How to Make a Smarter Page Change Monitoring Service

Posted on 2016/03/26


operator in calling center

If you reached here by Googling “page change detection” , You may have noticed that there are several more highly ranked services such as changedetection.com and visualping.io. The topic of change detection and notification has been existing since the dawn of web era, so there are many players on the stage. Each of them does something better than others, at least in one dimension.

However, all other services, whether free or not, are trying to use one formula to solve all problems. In those systems you need make inputs following some chilling rules created by the folks who believe #$*? means more than ABCD. You get notifications in a format that is defined even before knowing what you are actually interested in. Such systems may work fine on some sites, but poorly on others. Sometimes user finds himself struggling to make a valid input. Sometimes they get notification but have to make more analysis to understand what is going on. And more frequently, they keep being teased by false alerts.


Deep-watch provides totally different experience. We precisely deliver what you want, in personalized and comprehensive format. For example, if you want to get notified when the price of some product goes down at Amazon.com, you are likely to get mails like below.

Notification mail on Amazon price change

On the other hand, if you are interested in good reviews on the same product, you are likely to get mails like below.

Notification mail on Amazon product review

The point is, we extract core information from web pages and deliver it in itemized style. The core information will be exactly what you wanted, no more, and no less.
 

Above examples are actually part of deep-watch’s public offer. Besides, we also provide private offers, where you can have more personalized notifications.

You just need fill out a simple form to submit a request for private task. In the form you can describe request in natural languages, just as if talking to operators in calling center. There are no rules on your input. It works as long as it is readable by human being.
 

The secret is, we have talented engineers handling your requests at the service desk. As soon as you submit a request, they will do the following work in timely manner.
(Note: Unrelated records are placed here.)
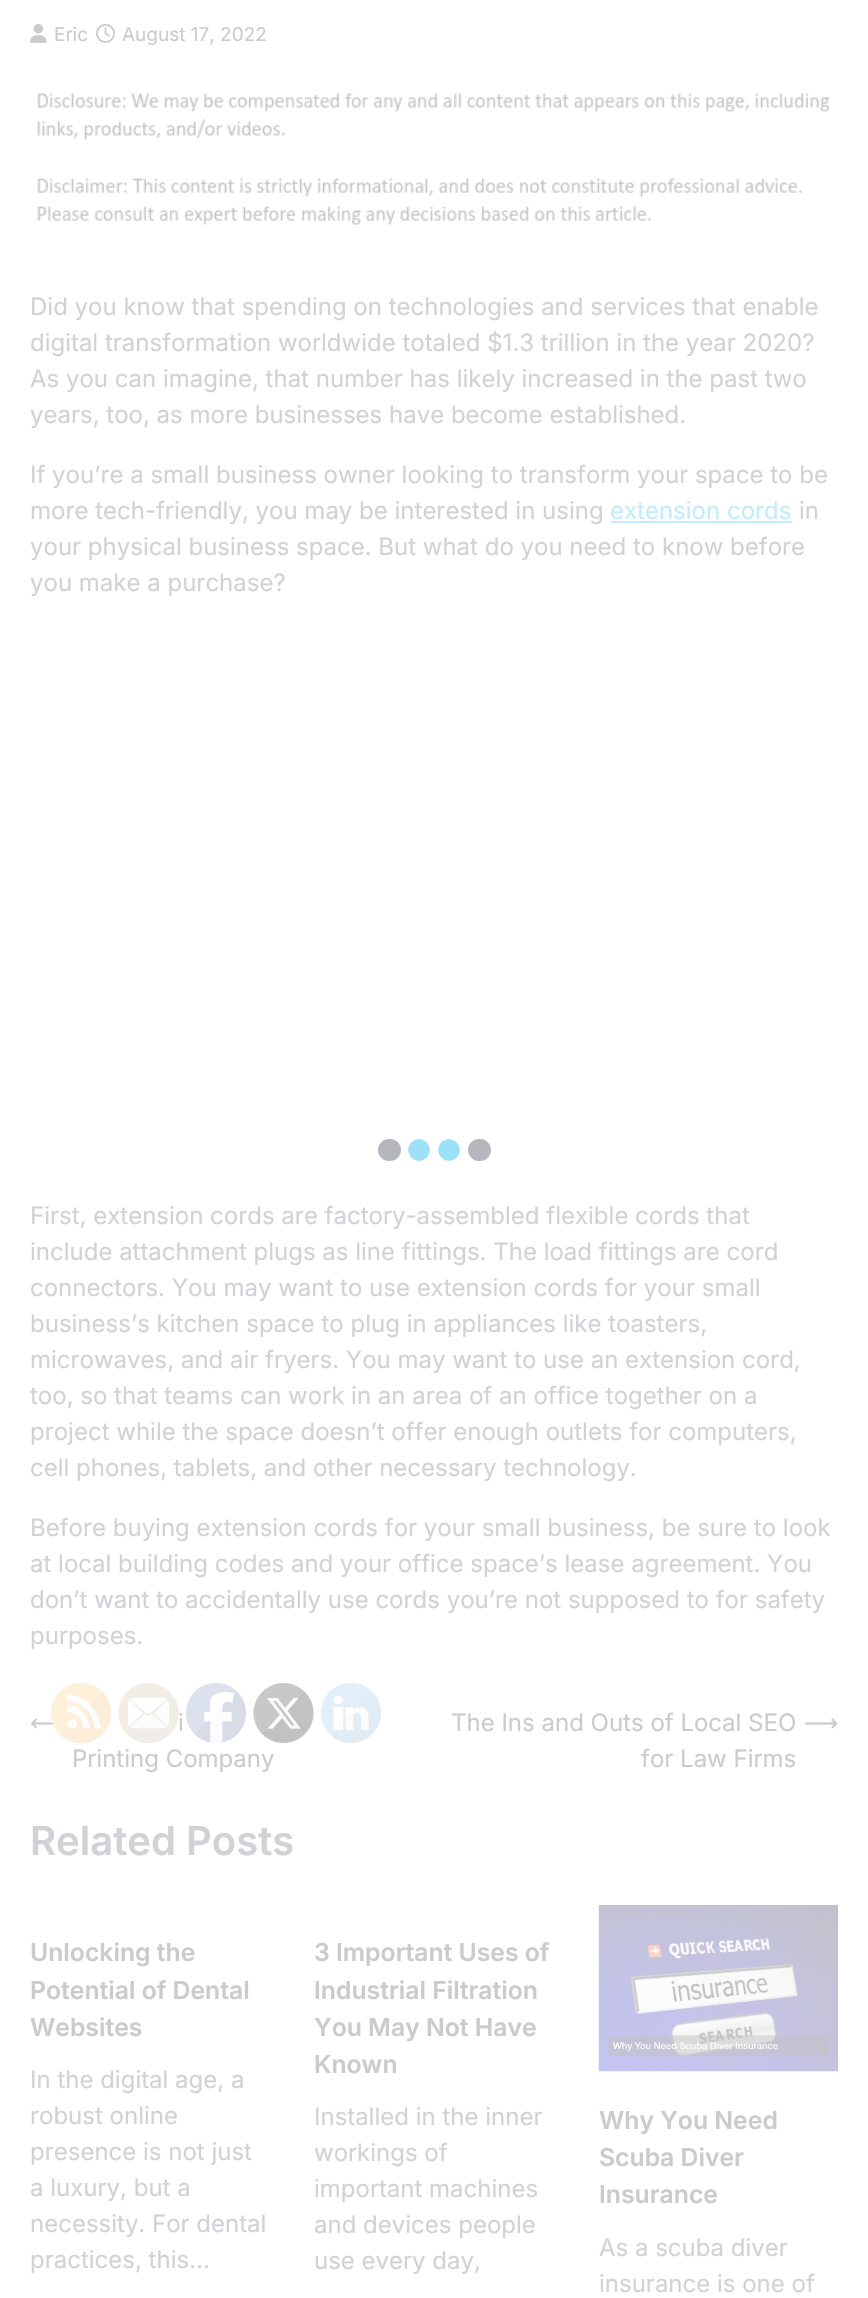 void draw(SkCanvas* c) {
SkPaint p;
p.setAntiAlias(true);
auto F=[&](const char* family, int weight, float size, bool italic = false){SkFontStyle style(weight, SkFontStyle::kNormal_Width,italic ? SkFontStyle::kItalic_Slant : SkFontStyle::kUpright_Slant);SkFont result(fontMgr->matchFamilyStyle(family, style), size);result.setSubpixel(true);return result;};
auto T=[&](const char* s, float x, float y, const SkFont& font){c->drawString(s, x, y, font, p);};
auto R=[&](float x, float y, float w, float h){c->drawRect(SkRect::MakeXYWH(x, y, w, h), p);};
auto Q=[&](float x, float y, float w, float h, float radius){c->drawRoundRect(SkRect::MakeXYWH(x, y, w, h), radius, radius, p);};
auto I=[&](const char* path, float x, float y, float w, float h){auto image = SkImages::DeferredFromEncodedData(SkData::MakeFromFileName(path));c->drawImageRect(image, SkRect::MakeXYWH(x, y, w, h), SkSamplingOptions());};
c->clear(0xffffffff);
I("1.png",30,23,17,20);
auto f1 = F("Inter",400,19);
p.setColor(0xffcbcbcb);
T("Eric",54,41,f1);
I("2.png",96,23,19,20);
T("August 17, 2022",122,41,f1);
I("3.png",37,93,793,132);
auto f2 = F("Inter",400,24);
p.setColor(0xffd0d2d5);
T("Did you know that spending on technologies and services that enable",30,315,f2);
T("digital transformation worldwide totaled $1.3 trillion in the year 2020?",30,351,f2);
T("As you can imagine, that number has likely increased in the past two",30,387,f2);
T("years, too, as more businesses have become established.",30,423,f2);
T("If you’re a small business owner looking to transform your space to be",30,483,f2);
T("more tech-friendly, you may be interested in using",30,519,f2);
p.setColor(0xffc2ecfb);
T("extension cords",610,519,f2);
R(611,521,181,2);
p.setColor(0xffd0d2d5);
T("in",799,519,f2);
T("your physical business space. But what do you need to know before",30,555,f2);
T("you make a purchase?",30,591,f2);
T("First, extension cords are factory-assembled flexible cords that",30,1224,f2);
T("include attachment plugs as line fittings. The load fittings are cord",30,1260,f2);
T("connectors. You may want to use extension cords for your small",30,1296,f2);
T("business’s kitchen space to plug in appliances like toasters,",30,1332,f2);
T("microwaves, and air fryers. You may want to use an extension cord,",30,1368,f2);
T("too, so that teams can work in an area of an office together on a",30,1404,f2);
T("project while the space doesn’t offer enough outlets for computers,",30,1440,f2);
T("cell phones, tablets, and other necessary technology.",30,1476,f2);
T("Before buying extension cords for your small business, be sure to look",30,1536,f2);
T("at local building codes and your office space’s lease agreement. You",30,1572,f2);
T("don’t want to accidentally use cords you’re not supposed to for safety",30,1608,f2);
T("purposes.",30,1644,f2);
auto f3 = F("DejaVu Sans",400,24);
p.setColor(0xffcbcbcb);
T("⟵",30,1731,f3);
T("i",178,1731,f2);
T("Printing Company",72,1767,f2);
T("The Ins and Outs of Local SEO",451,1731,f2);
T("for Law Firms",641,1767,f2);
T("⟶",804,1731,f3);
auto f4 = F("Inter",600,40);
p.setColor(0xffd0d2d5);
T("Related Posts",30,1855,f4);
auto f5 = F("Inter",600,24.75);
p.setColor(0xffcbcbcb);
T("Unlocking the",30,1961,f5);
T("Potential of Dental",30,1999,f5);
T("Websites",30,2036,f5);
p.setColor(0xffd0d2d5);
T("In the digital age, a",30,2088,f2);
T("robust online",30,2124,f2);
T("presence is not just",30,2160,f2);
T("a luxury, but a",30,2196,f2);
T("necessity. For dental",30,2232,f2);
T("practices, this…",30,2268,f2);
p.setColor(0xffcbcbcb);
T("3 Important Uses of",314,1961,f5);
T("Industrial Filtration",314,1999,f5);
T("You May Not Have",314,2036,f5);
T("Known",314,2073,f5);
p.setColor(0xffd0d2d5);
T("Installed in the inner",314,2125,f2);
T("workings of",314,2161,f2);
T("important machines",314,2197,f2);
T("and devices people",314,2233,f2);
T("use every day,",314,2269,f2);
I("4.png",598,1905,241,167);
p.setColor(0xffcbcbcb);
T("Why You Need",599,2129,f5);
T("Scuba Diver",599,2166,f5);
T("Insurance",599,2203,f5);
p.setColor(0xffd0d2d5);
T("As a scuba diver",599,2256,f2);
T("insurance is one of",599,2292,f2);
{
const SkColor colors[] = {0xff9de1f8,0xffffffff};
const float stops[] = {.95,1};
p.setShader(SkGradientShader::MakeRadial({449,1150}, 11, colors, stops, 2, SkTileMode::kClamp));
p.setAlpha(255);
}
R(438,1139,22,22);
{
const SkColor colors[] = {0xff9de1f8,0xffffffff};
const float stops[] = {.95,1};
p.setShader(SkGradientShader::MakeRadial({419,1150}, 11, colors, stops, 2, SkTileMode::kClamp));
p.setAlpha(255);
}
R(408,1139,22,22);
p.setShader(nullptr);
p.setColor(0xffb5b7bd);
Q(378,1139,23,22,11);
Q(468,1139,23,22,11);
I("5.png",51,1683,60,60);
I("6.png",118,1683,61,60);
I("7.png",186,1683,60,60);
I("8.png",253,1683,61,60);
I("9.png",321,1683,60,60);
}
  1. Read your request and understand what you want.
  2. Analyze target page and find the best approach to retrieve what you want.
  3. Set up a crawler and put it online.

With those 3 steps done you will get an email saying service is ready.
 
All above seems to be heavy work, but our engineers can finish it within a few minutes because they are skilled programmers, and supported by a smart system that can retrieve information from web pages with high efficiency.
 

So here comes the conclusion, deep-watch is smart because our engineers are smart. With such high level intelligence, we provide smarter service that is never matchable by mechanical handlers.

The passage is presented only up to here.